The video shows two examples: expansion during the heating of 50 mL air and 50 mL helium in a gas syringe. The heating source is a hairdryer.
Watch the video.

Video: Heating different Gases

The picture below shows the measured volume change of air and helium with increasing temperature. For comparison, the V(T)-function of the ideal gas was plotted.

It can be seen that after a certain initial phase, both measuring curves are parallel to the ideal gas curve. The same extension, which points to the Avogadro hypothesis as an interpretative approach, becomes evident here.
From a quantum thermodynamic point of view, several effects are superimposed here:
The hot hair dryer emits more thermal photons than the room air and causes gas particles to change their levels so that the half-value energy increases. At the same time, the gas carries out mechanical work on the environment during volume expansion. When the volume is increased, the quantum theoretical eigenvalues are brought closer together and the half-value energy decreases, without an additional level change of the gas particles.
As a result of the thermal work done by the hair dryer, the thermal energy in the material increases as the particles change to higher levels. The simultaneous volume work which the gas executes to the environment, causes that the thermal energy decreases, because the distances between the energy levels with all particles on them decrease.
At constant volume, a similar thermal work results in a greater increase in temperature. Under a constant volume, the gas is thermally less inert than at constant pressure. In this experiment, it becomes clear that the thermal capacity between C_p and C_V must be differentiated, that is to say whether one is operating at a constant volume (and not constant pressure) (C_V), or whether pressure equilibrium with the environment can take place (C_p). The pressure compensation was therefore pointed out in the video.

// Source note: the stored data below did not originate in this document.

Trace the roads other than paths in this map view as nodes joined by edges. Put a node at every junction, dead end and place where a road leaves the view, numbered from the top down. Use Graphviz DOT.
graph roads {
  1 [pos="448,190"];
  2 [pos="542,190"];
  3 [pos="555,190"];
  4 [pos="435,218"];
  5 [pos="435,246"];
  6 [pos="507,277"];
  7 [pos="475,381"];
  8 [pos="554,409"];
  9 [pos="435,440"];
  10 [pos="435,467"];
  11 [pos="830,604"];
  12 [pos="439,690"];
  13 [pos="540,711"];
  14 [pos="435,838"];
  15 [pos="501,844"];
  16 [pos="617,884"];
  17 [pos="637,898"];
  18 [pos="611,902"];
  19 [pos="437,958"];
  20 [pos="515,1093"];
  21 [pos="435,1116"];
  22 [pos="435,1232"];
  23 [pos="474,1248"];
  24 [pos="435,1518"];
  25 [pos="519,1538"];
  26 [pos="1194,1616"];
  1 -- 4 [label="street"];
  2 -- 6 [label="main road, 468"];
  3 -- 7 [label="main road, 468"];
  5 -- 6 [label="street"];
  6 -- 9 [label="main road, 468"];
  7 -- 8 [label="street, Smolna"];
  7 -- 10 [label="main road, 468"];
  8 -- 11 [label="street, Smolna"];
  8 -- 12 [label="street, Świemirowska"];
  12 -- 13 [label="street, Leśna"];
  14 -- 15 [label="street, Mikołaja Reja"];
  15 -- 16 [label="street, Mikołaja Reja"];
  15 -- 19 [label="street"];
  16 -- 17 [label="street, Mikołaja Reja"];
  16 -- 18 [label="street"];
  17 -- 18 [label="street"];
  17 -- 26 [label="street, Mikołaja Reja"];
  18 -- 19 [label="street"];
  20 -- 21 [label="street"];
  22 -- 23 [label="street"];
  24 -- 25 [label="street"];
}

Since the Flash-Player is synonymous with the playing time of the video, you could also create these corresponding measuring tables or diagrams. This was not done here, but still a reference in this direction is indicated. In the case of normal air the temperature increase started 7 seconds after turning on the hair dryer. In the case of helium it was already after 4 seconds.
The measuring probe is located in the middle of the gas chamber, the thermal energy of the hair dryer comes from below and has to go a certain distance up to the measuring probe. Thus, an influence of the thermal conductivity of helium and air will also be expected, which makes the "delay" of the display comprehensible.